Delito que me ha atraído por elemento que lo define, lo diferencia de cualquier otro y le da su razón de ser, EL ENGAÑO.

Son reiteradísimas -casi inacabables- las Sentencias que de la antigua Sala 2ª, hoy Sala de lo Penal, del Tribunal Supremo han determinado los elementos que estructuran el delito de estafa:

  1. La utilización de un engaño previo por parte del autor del delito, para generar un riesgo no permitido para el bien jurídico.
  2. Que ese engaño desencadene el error del sujeto pasivo de la acción.
  3. La existencia de un acto de disposición patrimonial del sujeto pasivo, debido precisamente al error, en beneficio del autor de la defraudación o de un tercero.
  4. Que la conducta engañosa sea ejecutada con dolo y ánimo de lucro.
  5. Y que de esa conducta engañosa se derive un perjuicio para la víctima. Perjuicio que, como apunta el Alto Tribunal, que debe tener su causa en la acción engañosa y concretarse en el mismo el riesgo ilícito que para el patrimonio de la víctima supone la acción engañosa del sujeto activo.

Cabe citar, a título ilustrativo, como Sentencias de referencia las siguientes de la Sala de lo Penal del Tribunal Supremo, la Sentencia 220/2010 de 16 de febrero (RJ 2010, 2355); la Sentencia 752/2011, de 26 de julio (RJ 2011, 6322); la Sentencia 465/2012, de 1 de junio (RJ 2012, 6721) y la Sentencia 900/2014, de 26 de diciembre (RJ 2014, 6797)

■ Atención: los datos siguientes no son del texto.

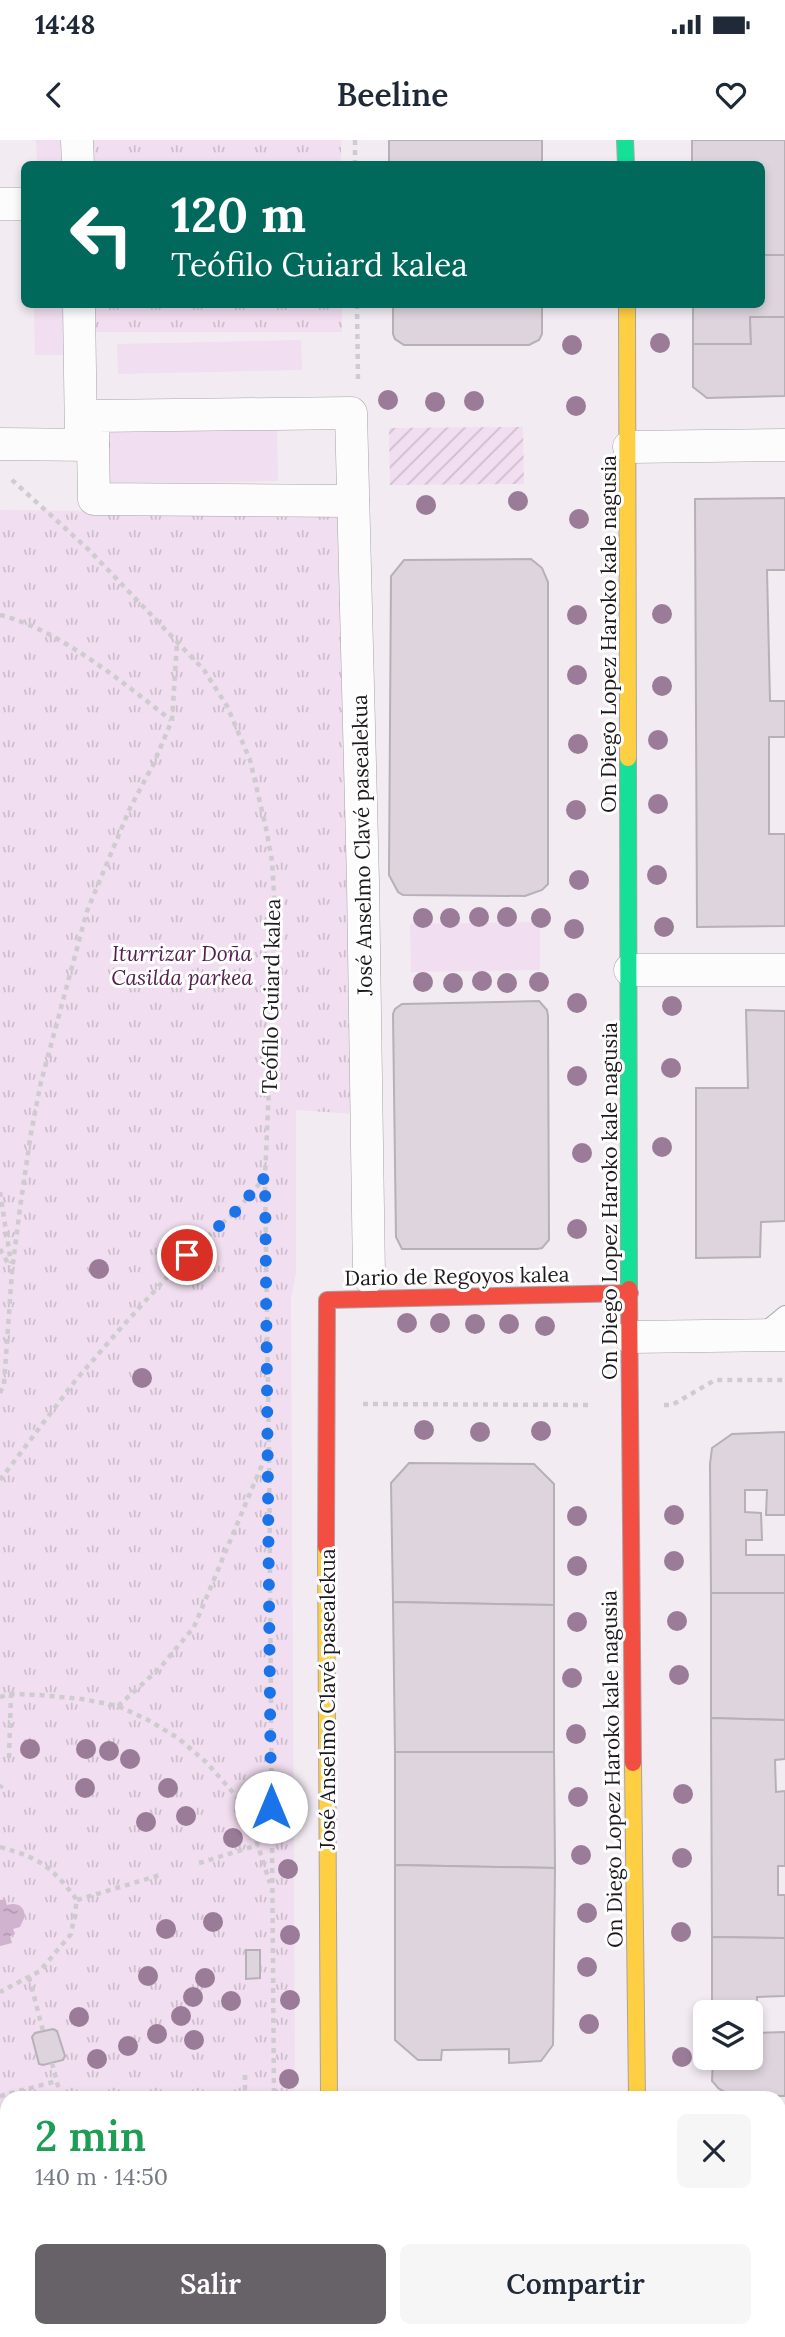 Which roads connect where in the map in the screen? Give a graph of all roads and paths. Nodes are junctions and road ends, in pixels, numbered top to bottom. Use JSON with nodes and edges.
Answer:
{"nodes":[{"id":1,"x":77,"y":140,"type":"edge"},
{"id":2,"x":355,"y":140,"type":"edge"},
{"id":3,"x":625,"y":140,"type":"edge"},
{"id":4,"x":78,"y":161,"type":"edge"},
{"id":5,"x":355,"y":161,"type":"edge"},
{"id":6,"x":626,"y":161,"type":"edge"},
{"id":7,"x":0,"y":204,"type":"edge"},
{"id":8,"x":21,"y":204,"type":"edge"},
{"id":9,"x":79,"y":308,"type":"edge"},
{"id":10,"x":357,"y":308,"type":"edge"},
{"id":11,"x":627,"y":308,"type":"edge"},
{"id":12,"x":351,"y":413,"type":"junction"},
{"id":13,"x":0,"y":444,"type":"edge"},
{"id":14,"x":87,"y":445,"type":"junction"},
{"id":15,"x":785,"y":446,"type":"edge"},
{"id":16,"x":629,"y":447,"type":"junction"},
{"id":17,"x":9,"y":477,"type":"dead end"},
{"id":18,"x":354,"y":501,"type":"junction"},
{"id":19,"x":0,"y":615,"type":"edge"},
{"id":20,"x":177,"y":642,"type":"junction"},
{"id":21,"x":172,"y":720,"type":"junction"},
{"id":22,"x":785,"y":970,"type":"edge"},
{"id":23,"x":630,"y":971,"type":"junction"},
{"id":24,"x":265,"y":1177,"type":"junction"},
{"id":25,"x":0,"y":1192,"type":"edge"},
{"id":26,"x":0,"y":1249,"type":"edge"},
{"id":27,"x":12,"y":1271,"type":"junction"},
{"id":28,"x":369,"y":1277,"type":"dead end"},
{"id":29,"x":630,"y":1293,"type":"junction"},
{"id":30,"x":327,"y":1300,"type":"joint"},
{"id":31,"x":785,"y":1314,"type":"edge"},
{"id":32,"x":772,"y":1335,"type":"edge"},
{"id":33,"x":630,"y":1336,"type":"junction"},
{"id":34,"x":785,"y":1380,"type":"edge"},
{"id":35,"x":0,"y":1393,"type":"edge"},
{"id":36,"x":326,"y":1404,"type":"junction"},
{"id":37,"x":588,"y":1405,"type":"dead end"},
{"id":38,"x":671,"y":1405,"type":"dead end"},
{"id":39,"x":269,"y":1448,"type":"junction"},
{"id":40,"x":0,"y":1480,"type":"edge"},
{"id":41,"x":11,"y":1694,"type":"junction"},
{"id":42,"x":0,"y":1697,"type":"edge"},
{"id":43,"x":118,"y":1706,"type":"junction"},
{"id":44,"x":9,"y":1758,"type":"dead end"},
{"id":45,"x":258,"y":1845,"type":"junction"},
{"id":46,"x":0,"y":1847,"type":"edge"},
{"id":47,"x":200,"y":1863,"type":"dead end"},
{"id":48,"x":160,"y":1875,"type":"dead end"},
{"id":49,"x":272,"y":1890,"type":"junction"},
{"id":50,"x":77,"y":1900,"type":"junction"},
{"id":51,"x":29,"y":1977,"type":"junction"},
{"id":52,"x":0,"y":1992,"type":"edge"},
{"id":53,"x":43,"y":2031,"type":"dead end"},
{"id":54,"x":52,"y":2063,"type":"dead end"},
{"id":55,"x":245,"y":2075,"type":"dead end"},
{"id":56,"x":57,"y":2081,"type":"junction"},
{"id":57,"x":19,"y":2091,"type":"edge"},
{"id":58,"x":59,"y":2091,"type":"edge"},
{"id":59,"x":245,"y":2091,"type":"edge"},
{"id":60,"x":274,"y":2091,"type":"edge"},
{"id":61,"x":329,"y":2091,"type":"edge"},
{"id":62,"x":637,"y":2091,"type":"edge"}],
"edges":[{"from":1,"to":4,"type":"street"},
{"from":2,"to":5,"type":"path"},
{"from":3,"to":6,"type":"main road"},
{"from":7,"to":8,"type":"street"},
{"from":9,"to":14,"type":"street"},
{"from":10,"to":12,"type":"path"},
{"from":11,"to":16,"type":"main road","name":"On Diego Lopez Haroko kale nagusia"},
{"from":12,"to":14,"type":"street"},
{"from":12,"to":18,"type":"street","name":"José Anselmo Clavé pasealekua"},
{"from":13,"to":14,"type":"street"},
{"from":14,"to":18,"type":"street"},
{"from":15,"to":16,"type":"street"},
{"from":16,"to":23,"type":"main road","name":"On Diego Lopez Haroko kale nagusia"},
{"from":17,"to":20,"type":"path","name":"Teófilo Guiard kalea"},
{"from":18,"to":28,"type":"street","name":"José Anselmo Clavé pasealekua"},
{"from":19,"to":21,"type":"path"},
{"from":20,"to":21,"type":"path"},
{"from":20,"to":24,"type":"path","name":"Teófilo Guiard kalea"},
{"from":21,"to":27,"type":"path"},
{"from":22,"to":23,"type":"street"},
{"from":23,"to":29,"type":"main road","name":"On Diego Lopez Haroko kale nagusia"},
{"from":24,"to":39,"type":"path","name":"Teófilo Guiard kalea"},
{"from":24,"to":40,"type":"path"},
{"from":25,"to":27,"type":"path"},
{"from":26,"to":27,"type":"path"},
{"from":27,"to":35,"type":"path"},
{"from":29,"to":30,"type":"main road","name":"Dario de Regoyos kalea"},
{"from":29,"to":33,"type":"main road","name":"On Diego Lopez Haroko kale nagusia"},
{"from":30,"to":36,"type":"main road","name":"José Anselmo Clavé pasealekua"},
{"from":31,"to":32,"type":"lane"},
{"from":32,"to":33,"type":"street"},
{"from":33,"to":62,"type":"main road","name":"On Diego Lopez Haroko kale nagusia"},
{"from":34,"to":38,"type":"path"},
{"from":36,"to":37,"type":"path"},
{"from":36,"to":61,"type":"main road","name":"José Anselmo Clavé pasealekua"},
{"from":39,"to":43,"type":"path"},
{"from":39,"to":49,"type":"path","name":"Teófilo Guiard kalea"},
{"from":41,"to":42,"type":"path"},
{"from":41,"to":43,"type":"path"},
{"from":41,"to":44,"type":"path"},
{"from":43,"to":45,"type":"path"},
{"from":45,"to":47,"type":"path"},
{"from":45,"to":49,"type":"path"},
{"from":46,"to":50,"type":"path"},
{"from":48,"to":50,"type":"path"},
{"from":49,"to":60,"type":"path","name":"Teófilo Guiard kalea"},
{"from":50,"to":51,"type":"path"},
{"from":51,"to":52,"type":"path"},
{"from":51,"to":53,"type":"path"},
{"from":54,"to":56,"type":"path"},
{"from":55,"to":59,"type":"path"},
{"from":56,"to":57,"type":"path"},
{"from":56,"to":58,"type":"path"}]}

Llegados a este punto, y respecto del elemento del engaño, debe destacarse que tanto la Doctrina como la Jurisprudencia han concluido que solamente estaremos en presencia de una estafa cuando se materialice un engaño capaz de viciar la voluntad del transmitente y determinar un desplazamiento patrimonial generador de perjuicios. De esta manera, y a sensu contrario, habrá o estaremos ante una ausencia del delito de estafa cuando haya ausencia del engaño.

Este engaño, definidor de la estafa y que debe ser siempre antecedente a la disposición patrimonial, en cuanto generador del acto dispositivo, debe así mismo cumplir el requisito de ser bastante.

Tanto la doctrina científica como la jurisprudencia han coincidido en la dificultad que entraña poder calificar como bastante una conducta engañosa. La Sentencia del Tribunal Supremo 1508/2005, de 13 de diciembre (RJ 2006, 4176) determina que la calidad del engaño tiene que ser sondeada conforme un doble baremo:

  1. Un baremo objetivo, que va referido a “un hombre medio y a ciertas exigencias de seriedad y entidad suficiente para afirmarlo”.
  2. Y un baremo subjetivo, que debe tener presente “las concretas circunstancias del sujeto pasivo”.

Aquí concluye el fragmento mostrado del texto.